▶ _PROVIDED RECORDS_:

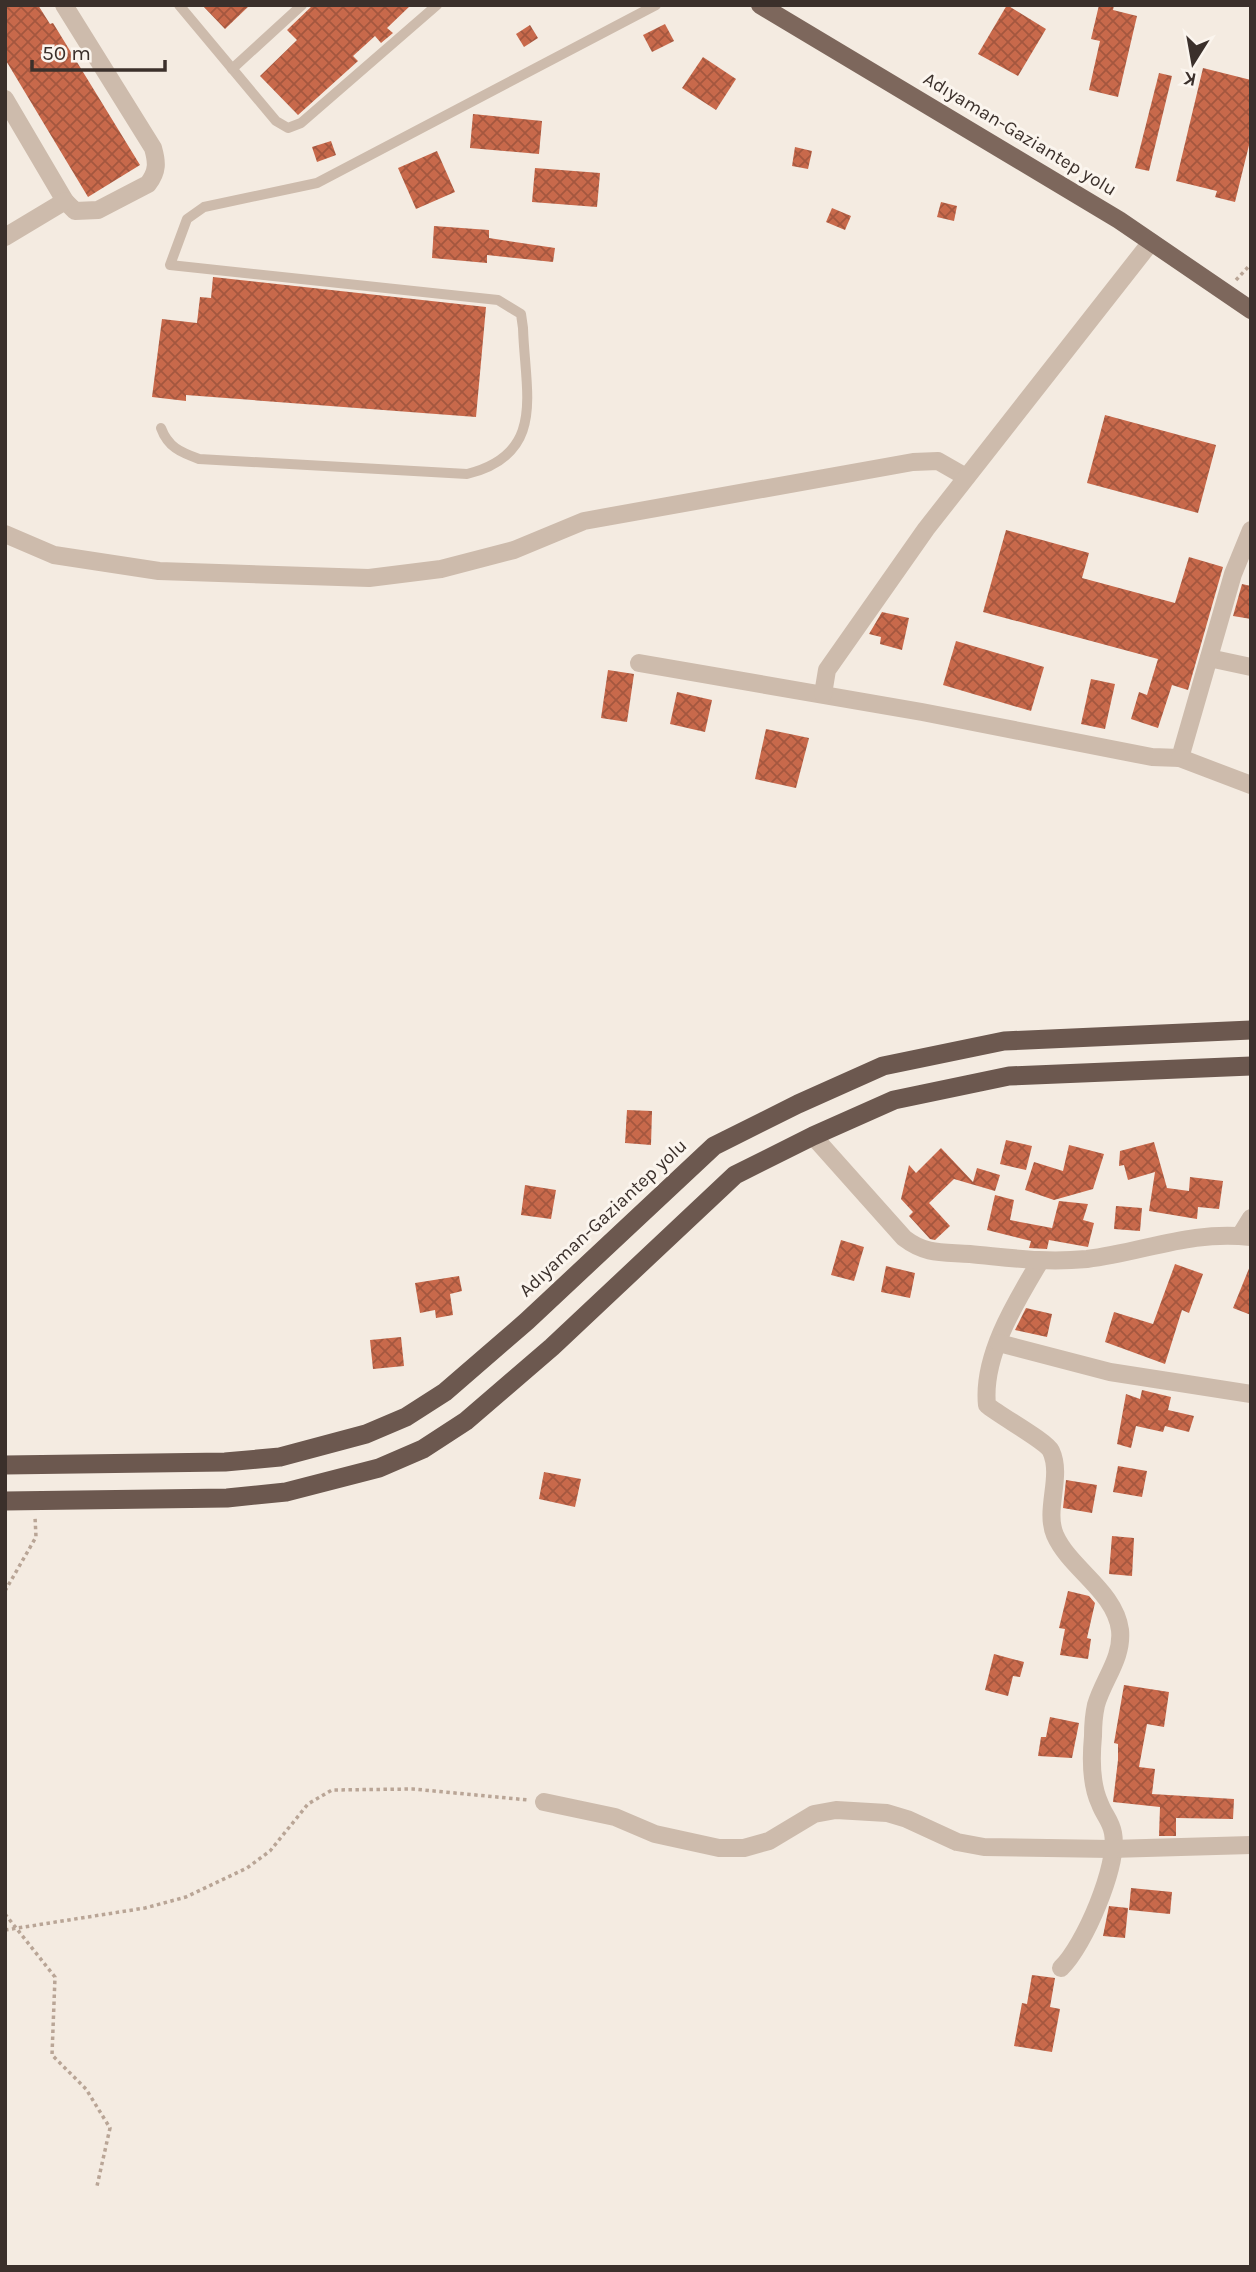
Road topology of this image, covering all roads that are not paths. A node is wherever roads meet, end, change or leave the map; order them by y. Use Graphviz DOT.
graph roads {
  1 [pos="64,5"];
  2 [pos="179,5"];
  3 [pos="302,5"];
  4 [pos="437,5"];
  5 [pos="656,5"];
  6 [pos="760,5"];
  7 [pos="232,69"];
  8 [pos="5,99"];
  9 [pos="65,201"];
  10 [pos="5,236"];
  11 [pos="1151,242"];
  12 [pos="1251,310"];
  13 [pos="161,428"];
  14 [pos="966,477"];
  15 [pos="1251,530"];
  16 [pos="5,534"];
  17 [pos="1247,550"];
  18 [pos="1209,658"];
  19 [pos="639,663"];
  20 [pos="1251,667"];
  21 [pos="823,694"];
  22 [pos="1180,758"];
  23 [pos="1251,785"];
  24 [pos="1251,1030"];
  25 [pos="1251,1066"];
  26 [pos="813,1136"];
  27 [pos="1251,1218"];
  28 [pos="1245,1236"];
  29 [pos="1038,1263"];
  30 [pos="999,1343"];
  31 [pos="1251,1394"];
  32 [pos="5,1465"];
  33 [pos="5,1501"];
  34 [pos="544,1802"];
  35 [pos="1251,1845"];
  36 [pos="1111,1849"];
  37 [pos="1060,1968"];
  1 -- 9 [label="street"];
  2 -- 7 [label="lane"];
  3 -- 7 [label="lane"];
  4 -- 7 [label="lane"];
  5 -- 13 [label="lane"];
  6 -- 11 [label="main road, Adıyaman-Gaziantep yolu"];
  8 -- 9 [label="street"];
  9 -- 10 [label="street"];
  11 -- 12 [label="main road, Adıyaman-Gaziantep yolu"];
  11 -- 14 [label="street"];
  14 -- 16 [label="street"];
  14 -- 21 [label="street"];
  15 -- 17 [label="street"];
  17 -- 18 [label="street"];
  18 -- 20 [label="street"];
  18 -- 22 [label="street"];
  19 -- 21 [label="street"];
  21 -- 22 [label="street"];
  22 -- 23 [label="street"];
  24 -- 32 [label="highway, Adıyaman-Gaziantep yolu"];
  25 -- 26 [label="highway"];
  26 -- 29 [label="street"];
  26 -- 33 [label="highway"];
  27 -- 28 [label="street"];
  28 -- 29 [label="street"];
  29 -- 30 [label="street"];
  30 -- 31 [label="street"];
  30 -- 36 [label="street"];
  34 -- 36 [label="street"];
  35 -- 36 [label="street"];
  36 -- 37 [label="street"];
}
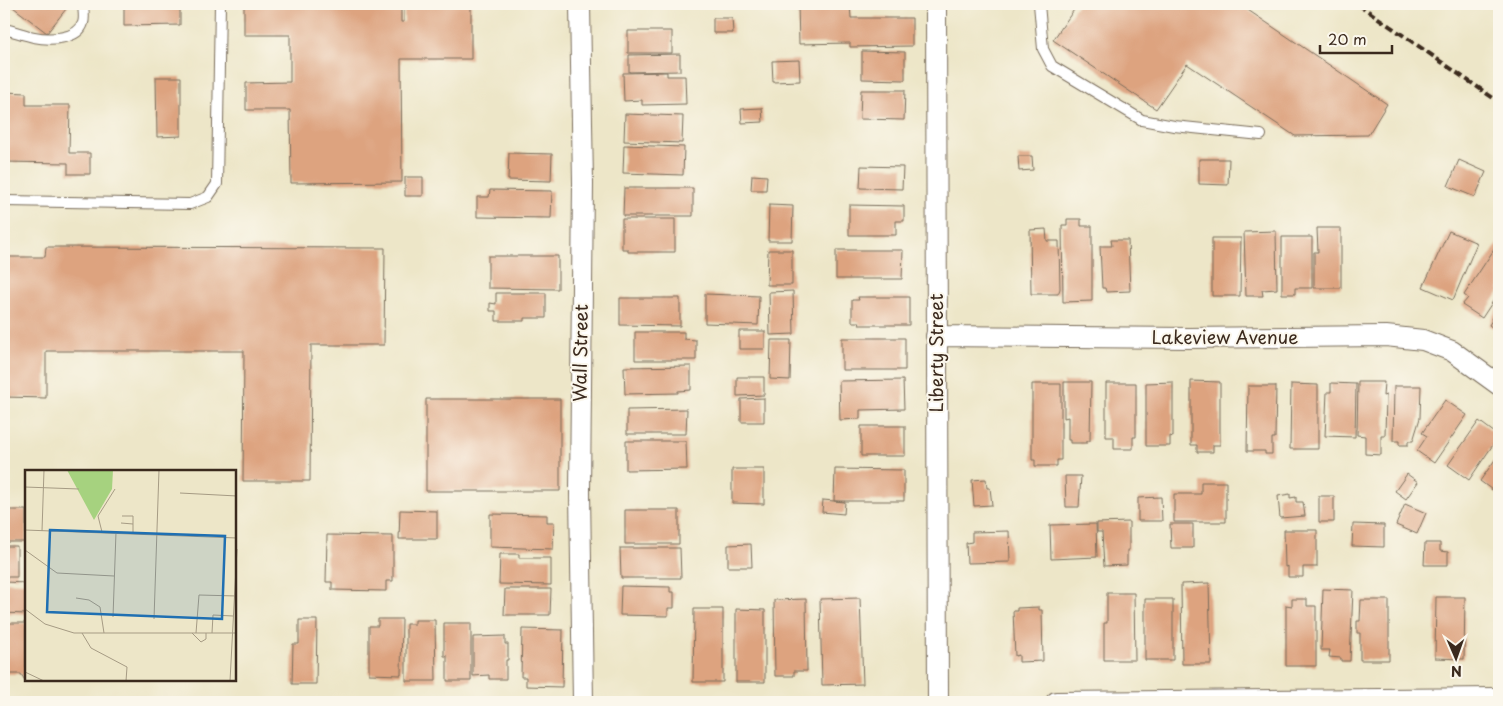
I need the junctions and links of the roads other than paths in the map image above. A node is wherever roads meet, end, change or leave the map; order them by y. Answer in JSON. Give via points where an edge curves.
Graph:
{"nodes":[{"id":1,"x":83,"y":4,"type":"edge"},
{"id":2,"x":220,"y":4,"type":"edge"},
{"id":3,"x":580,"y":4,"type":"edge"},
{"id":4,"x":936,"y":4,"type":"edge"},
{"id":5,"x":1039,"y":4,"type":"edge"},
{"id":6,"x":4,"y":29,"type":"edge"},
{"id":7,"x":1261,"y":135,"type":"dead end"},
{"id":8,"x":4,"y":202,"type":"edge"},
{"id":9,"x":936,"y":336,"type":"junction"},
{"id":10,"x":1499,"y":385,"type":"edge"},
{"id":11,"x":1499,"y":698,"type":"edge"},
{"id":12,"x":583,"y":702,"type":"edge"},
{"id":13,"x":938,"y":702,"type":"edge"},
{"id":14,"x":1056,"y":702,"type":"edge"}],
"edges":[{"from":1,"to":6,"type":"lane","via":[[83,24],[69,36],[35,38]]},
{"from":2,"to":8,"type":"lane","via":[[217,184],[208,197],[190,204]]},
{"from":3,"to":12,"type":"street","name":"Wall Street"},
{"from":4,"to":9,"type":"street","name":"Liberty Street"},
{"from":5,"to":7,"type":"lane","via":[[1043,50],[1052,66],[1142,120]]},
{"from":9,"to":10,"type":"street","name":"Lakeview Avenue","via":[[1386,336],[1423,340],[1452,351]]},
{"from":9,"to":13,"type":"street","name":"Liberty Street"},
{"from":11,"to":14,"type":"street"}]}
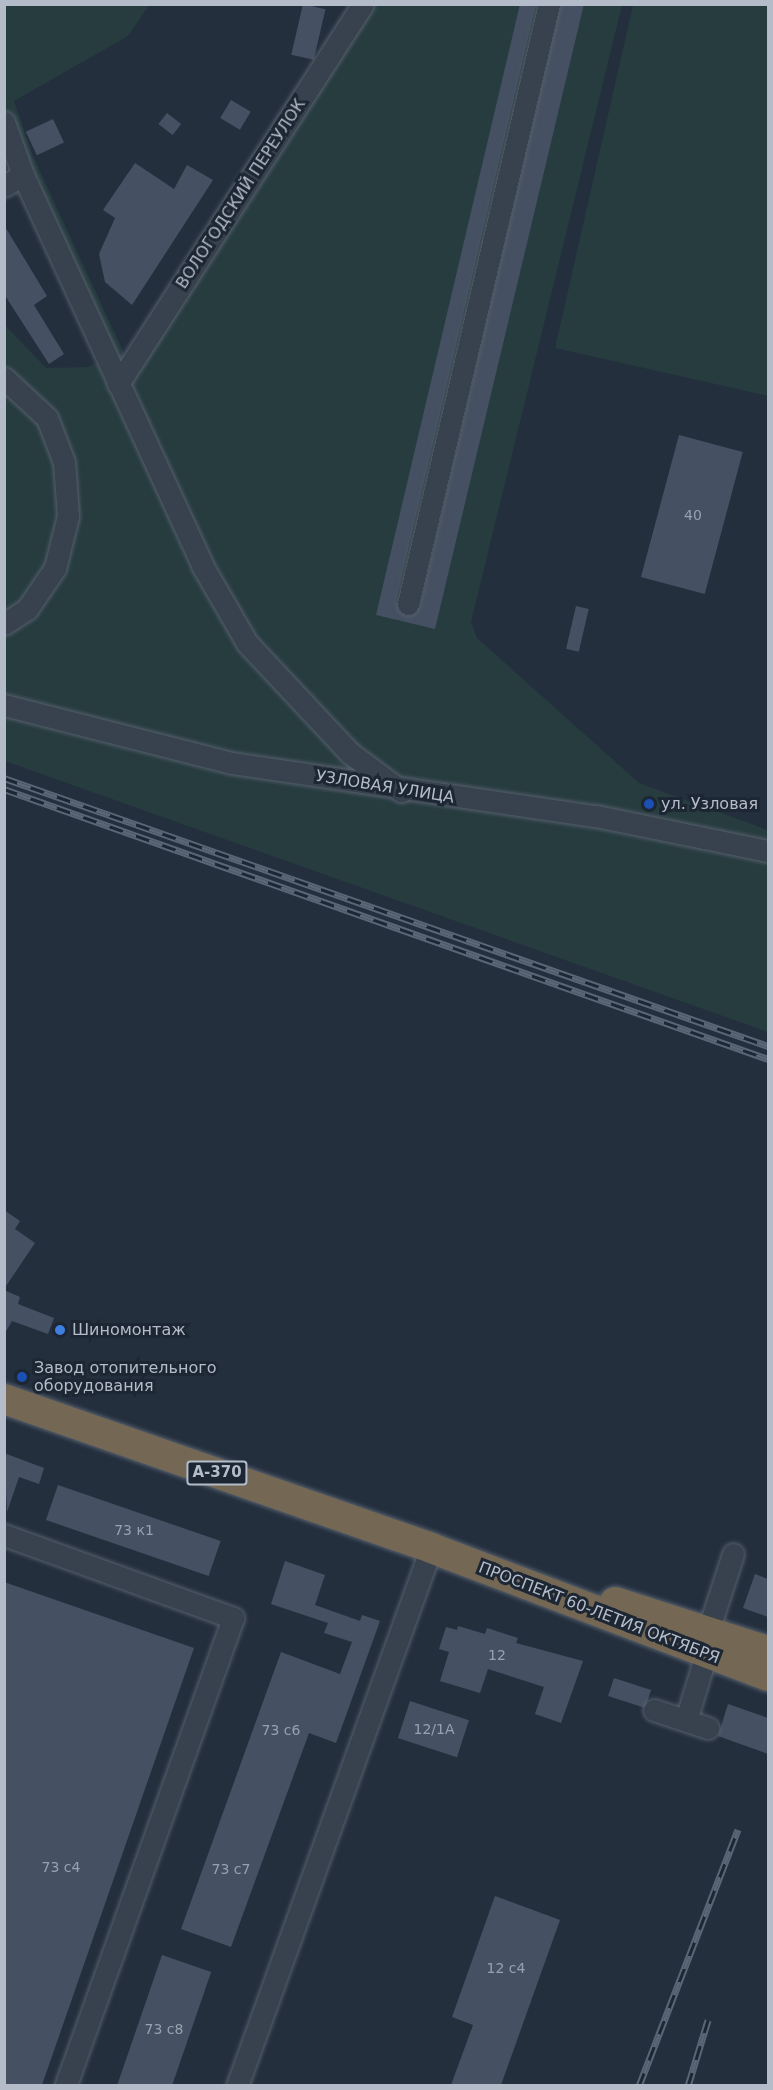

▶ _WORK TASK_: Answer with a single number: how many lines above hold the word "name"?

▶ _TASK OUTPUT_: 4